What you have to do: Search each line of the data for the word "this"; copy every line where it is found.

Materials provided:
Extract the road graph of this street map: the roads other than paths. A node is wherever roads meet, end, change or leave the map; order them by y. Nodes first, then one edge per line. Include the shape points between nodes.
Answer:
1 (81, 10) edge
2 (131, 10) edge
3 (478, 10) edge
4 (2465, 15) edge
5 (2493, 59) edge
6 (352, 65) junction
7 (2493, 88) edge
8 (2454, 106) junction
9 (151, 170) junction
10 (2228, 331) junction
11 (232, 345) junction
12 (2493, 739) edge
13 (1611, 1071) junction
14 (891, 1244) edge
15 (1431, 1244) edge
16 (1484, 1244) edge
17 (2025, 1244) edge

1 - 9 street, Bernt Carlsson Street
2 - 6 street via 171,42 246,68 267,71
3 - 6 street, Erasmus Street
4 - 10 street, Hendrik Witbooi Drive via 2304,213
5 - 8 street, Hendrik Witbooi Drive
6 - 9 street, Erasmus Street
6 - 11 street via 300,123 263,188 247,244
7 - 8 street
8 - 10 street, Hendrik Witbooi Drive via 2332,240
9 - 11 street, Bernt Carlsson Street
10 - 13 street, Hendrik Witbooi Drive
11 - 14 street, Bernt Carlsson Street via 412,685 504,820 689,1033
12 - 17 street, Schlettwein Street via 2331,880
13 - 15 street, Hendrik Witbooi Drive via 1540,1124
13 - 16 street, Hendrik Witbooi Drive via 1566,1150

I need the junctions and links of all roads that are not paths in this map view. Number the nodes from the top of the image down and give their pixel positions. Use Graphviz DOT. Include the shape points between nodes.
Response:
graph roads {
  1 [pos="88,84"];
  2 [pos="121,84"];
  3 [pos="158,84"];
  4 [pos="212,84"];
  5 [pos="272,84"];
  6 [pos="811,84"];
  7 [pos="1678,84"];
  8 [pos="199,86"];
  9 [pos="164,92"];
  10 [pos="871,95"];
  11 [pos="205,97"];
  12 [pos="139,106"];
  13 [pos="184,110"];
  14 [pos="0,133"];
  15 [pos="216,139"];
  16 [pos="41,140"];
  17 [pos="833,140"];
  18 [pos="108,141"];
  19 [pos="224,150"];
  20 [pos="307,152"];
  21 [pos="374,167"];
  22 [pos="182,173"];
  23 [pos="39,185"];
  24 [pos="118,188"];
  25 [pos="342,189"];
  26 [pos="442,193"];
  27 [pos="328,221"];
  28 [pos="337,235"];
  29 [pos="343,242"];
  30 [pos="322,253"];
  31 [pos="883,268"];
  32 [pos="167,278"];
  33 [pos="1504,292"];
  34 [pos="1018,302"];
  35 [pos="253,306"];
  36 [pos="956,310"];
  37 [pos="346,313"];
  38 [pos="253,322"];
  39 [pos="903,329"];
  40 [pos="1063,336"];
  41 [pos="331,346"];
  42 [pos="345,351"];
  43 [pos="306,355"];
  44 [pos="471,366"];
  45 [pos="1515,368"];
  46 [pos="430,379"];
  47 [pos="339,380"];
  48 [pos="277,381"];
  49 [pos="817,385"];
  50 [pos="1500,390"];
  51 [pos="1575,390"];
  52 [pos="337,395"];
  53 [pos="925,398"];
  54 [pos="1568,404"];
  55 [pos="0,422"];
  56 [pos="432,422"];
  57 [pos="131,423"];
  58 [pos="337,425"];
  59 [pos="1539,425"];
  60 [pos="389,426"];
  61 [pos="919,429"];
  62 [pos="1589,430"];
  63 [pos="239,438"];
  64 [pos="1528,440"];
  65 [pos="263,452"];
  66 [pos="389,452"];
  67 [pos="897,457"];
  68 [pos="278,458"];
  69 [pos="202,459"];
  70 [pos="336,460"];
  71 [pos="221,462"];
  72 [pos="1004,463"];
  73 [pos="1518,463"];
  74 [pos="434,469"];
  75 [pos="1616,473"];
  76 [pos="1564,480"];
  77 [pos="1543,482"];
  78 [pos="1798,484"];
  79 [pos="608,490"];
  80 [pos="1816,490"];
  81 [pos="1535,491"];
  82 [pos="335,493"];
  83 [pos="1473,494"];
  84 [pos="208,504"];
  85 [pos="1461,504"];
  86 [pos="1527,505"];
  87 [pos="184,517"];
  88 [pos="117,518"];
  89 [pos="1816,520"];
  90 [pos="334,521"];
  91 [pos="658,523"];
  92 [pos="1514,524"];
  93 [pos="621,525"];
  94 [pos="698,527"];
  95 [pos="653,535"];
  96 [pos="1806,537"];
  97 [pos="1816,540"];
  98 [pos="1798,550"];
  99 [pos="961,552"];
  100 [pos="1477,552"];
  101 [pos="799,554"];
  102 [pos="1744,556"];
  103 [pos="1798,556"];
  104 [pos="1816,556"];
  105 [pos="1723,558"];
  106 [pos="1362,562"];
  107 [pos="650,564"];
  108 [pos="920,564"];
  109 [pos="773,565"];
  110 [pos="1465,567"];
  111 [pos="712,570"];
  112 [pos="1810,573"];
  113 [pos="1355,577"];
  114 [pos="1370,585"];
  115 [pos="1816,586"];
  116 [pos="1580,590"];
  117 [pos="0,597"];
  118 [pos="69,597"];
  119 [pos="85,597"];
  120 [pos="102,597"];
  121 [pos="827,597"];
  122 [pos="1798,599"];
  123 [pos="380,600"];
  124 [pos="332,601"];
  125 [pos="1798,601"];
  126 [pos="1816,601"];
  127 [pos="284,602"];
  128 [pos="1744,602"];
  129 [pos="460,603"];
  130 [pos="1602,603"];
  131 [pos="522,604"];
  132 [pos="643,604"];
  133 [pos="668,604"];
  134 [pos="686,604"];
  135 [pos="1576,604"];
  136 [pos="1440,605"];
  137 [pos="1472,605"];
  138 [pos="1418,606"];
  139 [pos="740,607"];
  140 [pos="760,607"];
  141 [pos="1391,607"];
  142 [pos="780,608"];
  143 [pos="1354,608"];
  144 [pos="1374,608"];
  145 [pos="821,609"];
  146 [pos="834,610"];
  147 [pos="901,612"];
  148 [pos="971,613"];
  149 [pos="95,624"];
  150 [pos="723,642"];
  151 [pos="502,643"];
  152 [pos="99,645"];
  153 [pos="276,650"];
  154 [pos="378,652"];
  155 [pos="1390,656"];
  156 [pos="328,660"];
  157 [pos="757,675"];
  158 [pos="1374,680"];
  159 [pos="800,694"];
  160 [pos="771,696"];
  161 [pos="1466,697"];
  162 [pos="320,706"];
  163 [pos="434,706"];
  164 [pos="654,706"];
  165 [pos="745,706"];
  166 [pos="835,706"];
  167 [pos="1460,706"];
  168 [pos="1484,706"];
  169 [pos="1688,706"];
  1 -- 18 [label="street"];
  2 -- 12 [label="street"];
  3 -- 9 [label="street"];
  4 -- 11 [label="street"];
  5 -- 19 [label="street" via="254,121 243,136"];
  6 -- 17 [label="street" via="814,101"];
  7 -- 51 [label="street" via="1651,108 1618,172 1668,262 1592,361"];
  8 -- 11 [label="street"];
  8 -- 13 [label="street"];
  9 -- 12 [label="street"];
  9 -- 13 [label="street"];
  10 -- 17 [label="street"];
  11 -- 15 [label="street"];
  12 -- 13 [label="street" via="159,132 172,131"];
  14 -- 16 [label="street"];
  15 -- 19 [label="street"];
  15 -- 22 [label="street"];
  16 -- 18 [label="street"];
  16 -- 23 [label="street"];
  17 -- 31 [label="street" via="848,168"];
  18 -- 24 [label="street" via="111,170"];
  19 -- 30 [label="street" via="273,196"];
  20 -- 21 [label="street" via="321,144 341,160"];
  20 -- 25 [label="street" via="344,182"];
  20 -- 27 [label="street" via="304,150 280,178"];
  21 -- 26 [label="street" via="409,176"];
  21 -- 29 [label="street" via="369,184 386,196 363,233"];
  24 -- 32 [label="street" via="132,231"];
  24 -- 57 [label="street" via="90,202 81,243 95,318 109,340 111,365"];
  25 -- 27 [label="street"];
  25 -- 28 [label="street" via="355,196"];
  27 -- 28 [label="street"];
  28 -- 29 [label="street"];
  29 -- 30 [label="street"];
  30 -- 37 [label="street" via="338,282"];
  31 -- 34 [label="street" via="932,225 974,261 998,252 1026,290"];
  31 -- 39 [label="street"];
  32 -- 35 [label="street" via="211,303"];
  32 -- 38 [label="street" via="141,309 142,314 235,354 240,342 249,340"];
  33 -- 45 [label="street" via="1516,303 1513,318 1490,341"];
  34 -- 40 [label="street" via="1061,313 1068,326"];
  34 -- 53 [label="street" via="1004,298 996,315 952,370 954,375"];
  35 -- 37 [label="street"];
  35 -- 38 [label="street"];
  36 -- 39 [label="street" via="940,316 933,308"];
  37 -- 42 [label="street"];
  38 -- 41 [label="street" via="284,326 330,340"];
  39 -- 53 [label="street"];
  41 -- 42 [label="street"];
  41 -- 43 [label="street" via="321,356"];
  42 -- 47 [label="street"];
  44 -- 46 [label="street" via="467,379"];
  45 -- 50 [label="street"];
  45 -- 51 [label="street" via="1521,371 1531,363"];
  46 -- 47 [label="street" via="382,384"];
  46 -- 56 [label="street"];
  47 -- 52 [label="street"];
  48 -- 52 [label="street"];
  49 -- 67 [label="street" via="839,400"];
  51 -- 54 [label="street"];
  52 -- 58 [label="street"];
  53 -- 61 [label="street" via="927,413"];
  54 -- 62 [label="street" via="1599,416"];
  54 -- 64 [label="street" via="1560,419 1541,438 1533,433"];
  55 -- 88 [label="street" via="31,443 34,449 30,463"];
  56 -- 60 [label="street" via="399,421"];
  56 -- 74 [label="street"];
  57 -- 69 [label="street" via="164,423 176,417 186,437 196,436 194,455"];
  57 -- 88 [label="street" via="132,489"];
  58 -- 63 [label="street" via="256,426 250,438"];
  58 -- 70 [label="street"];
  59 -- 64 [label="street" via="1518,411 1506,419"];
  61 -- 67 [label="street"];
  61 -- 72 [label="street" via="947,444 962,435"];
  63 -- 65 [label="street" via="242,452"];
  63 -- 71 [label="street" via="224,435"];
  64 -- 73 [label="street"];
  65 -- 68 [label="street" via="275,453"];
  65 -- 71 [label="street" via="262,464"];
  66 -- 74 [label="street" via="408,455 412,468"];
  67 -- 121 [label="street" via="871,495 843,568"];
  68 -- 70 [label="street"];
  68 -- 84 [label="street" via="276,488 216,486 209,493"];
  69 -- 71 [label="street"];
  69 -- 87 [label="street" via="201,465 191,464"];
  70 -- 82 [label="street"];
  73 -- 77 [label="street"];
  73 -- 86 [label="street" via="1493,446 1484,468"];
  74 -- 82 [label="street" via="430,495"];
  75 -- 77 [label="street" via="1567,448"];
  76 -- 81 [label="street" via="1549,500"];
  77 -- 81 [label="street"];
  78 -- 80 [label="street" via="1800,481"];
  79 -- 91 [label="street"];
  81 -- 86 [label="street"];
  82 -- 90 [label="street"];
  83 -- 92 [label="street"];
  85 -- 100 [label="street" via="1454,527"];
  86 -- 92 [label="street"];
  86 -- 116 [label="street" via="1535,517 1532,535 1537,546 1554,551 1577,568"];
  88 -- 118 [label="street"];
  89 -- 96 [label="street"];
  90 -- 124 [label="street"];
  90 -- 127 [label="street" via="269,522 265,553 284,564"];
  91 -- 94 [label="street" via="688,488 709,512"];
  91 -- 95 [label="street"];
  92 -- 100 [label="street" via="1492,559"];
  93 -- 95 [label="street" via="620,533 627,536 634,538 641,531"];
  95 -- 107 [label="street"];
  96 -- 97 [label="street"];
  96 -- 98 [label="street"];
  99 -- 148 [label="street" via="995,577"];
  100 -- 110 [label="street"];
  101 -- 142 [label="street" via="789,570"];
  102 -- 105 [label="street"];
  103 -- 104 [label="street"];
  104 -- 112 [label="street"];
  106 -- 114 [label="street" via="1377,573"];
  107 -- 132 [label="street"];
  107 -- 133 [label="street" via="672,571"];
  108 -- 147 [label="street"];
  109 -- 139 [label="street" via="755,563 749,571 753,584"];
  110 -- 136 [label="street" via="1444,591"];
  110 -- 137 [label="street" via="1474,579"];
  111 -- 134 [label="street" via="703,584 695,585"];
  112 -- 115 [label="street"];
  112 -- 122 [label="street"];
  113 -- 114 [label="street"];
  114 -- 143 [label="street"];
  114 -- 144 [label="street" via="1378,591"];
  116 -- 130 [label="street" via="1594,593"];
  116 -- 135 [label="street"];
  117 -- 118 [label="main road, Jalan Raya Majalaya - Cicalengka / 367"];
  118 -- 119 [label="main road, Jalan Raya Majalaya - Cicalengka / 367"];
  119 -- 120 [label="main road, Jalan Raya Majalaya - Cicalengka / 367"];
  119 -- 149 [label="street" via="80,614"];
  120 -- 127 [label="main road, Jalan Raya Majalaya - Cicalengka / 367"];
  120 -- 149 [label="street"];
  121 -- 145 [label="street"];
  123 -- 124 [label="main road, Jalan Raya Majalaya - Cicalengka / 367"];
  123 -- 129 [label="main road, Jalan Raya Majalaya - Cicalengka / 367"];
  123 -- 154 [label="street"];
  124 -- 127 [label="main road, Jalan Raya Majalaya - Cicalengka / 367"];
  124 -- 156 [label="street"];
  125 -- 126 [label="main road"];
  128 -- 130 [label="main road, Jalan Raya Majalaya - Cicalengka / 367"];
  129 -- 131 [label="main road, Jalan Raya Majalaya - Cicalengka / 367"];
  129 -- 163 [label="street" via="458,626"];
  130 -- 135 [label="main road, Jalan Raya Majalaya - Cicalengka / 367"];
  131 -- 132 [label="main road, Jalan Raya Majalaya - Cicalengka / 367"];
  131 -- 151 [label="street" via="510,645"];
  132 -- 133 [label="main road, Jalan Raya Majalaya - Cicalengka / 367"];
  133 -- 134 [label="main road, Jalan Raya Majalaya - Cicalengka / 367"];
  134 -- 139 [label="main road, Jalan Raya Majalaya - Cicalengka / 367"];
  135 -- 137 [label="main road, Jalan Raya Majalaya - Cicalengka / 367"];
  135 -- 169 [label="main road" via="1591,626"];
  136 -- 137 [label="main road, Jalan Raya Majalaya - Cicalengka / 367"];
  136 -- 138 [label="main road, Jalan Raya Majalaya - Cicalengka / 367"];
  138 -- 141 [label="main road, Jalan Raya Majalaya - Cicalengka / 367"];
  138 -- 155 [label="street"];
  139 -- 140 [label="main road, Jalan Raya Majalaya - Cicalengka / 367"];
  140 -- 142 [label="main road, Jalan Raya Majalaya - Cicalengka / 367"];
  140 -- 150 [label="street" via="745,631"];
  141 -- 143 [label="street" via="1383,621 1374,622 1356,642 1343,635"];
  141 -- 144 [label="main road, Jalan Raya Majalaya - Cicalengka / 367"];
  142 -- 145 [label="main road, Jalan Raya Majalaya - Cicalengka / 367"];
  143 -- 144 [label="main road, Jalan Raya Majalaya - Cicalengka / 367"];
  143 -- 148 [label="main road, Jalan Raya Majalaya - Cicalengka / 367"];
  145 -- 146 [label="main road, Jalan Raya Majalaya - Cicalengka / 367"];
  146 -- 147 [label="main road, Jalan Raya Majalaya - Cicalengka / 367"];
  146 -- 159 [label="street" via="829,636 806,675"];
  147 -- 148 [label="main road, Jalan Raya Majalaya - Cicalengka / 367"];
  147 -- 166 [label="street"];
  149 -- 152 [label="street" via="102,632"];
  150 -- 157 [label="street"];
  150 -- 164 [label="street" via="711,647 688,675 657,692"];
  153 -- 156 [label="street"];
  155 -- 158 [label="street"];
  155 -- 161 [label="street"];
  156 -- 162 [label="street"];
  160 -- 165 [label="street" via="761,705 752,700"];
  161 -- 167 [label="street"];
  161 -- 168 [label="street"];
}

Result:
Extract the road graph of this street map: the roads other than paths. A node is wherever roads meet, end, change or leave the map; order them by y. Nodes first, then one edge per line. Include the shape points between nodes.
I need the junctions and links of all roads that are not paths in this map view. Number the nodes from the top of the image down and give their pixel positions. Use Graphviz DOT. Include the shape points between nodes.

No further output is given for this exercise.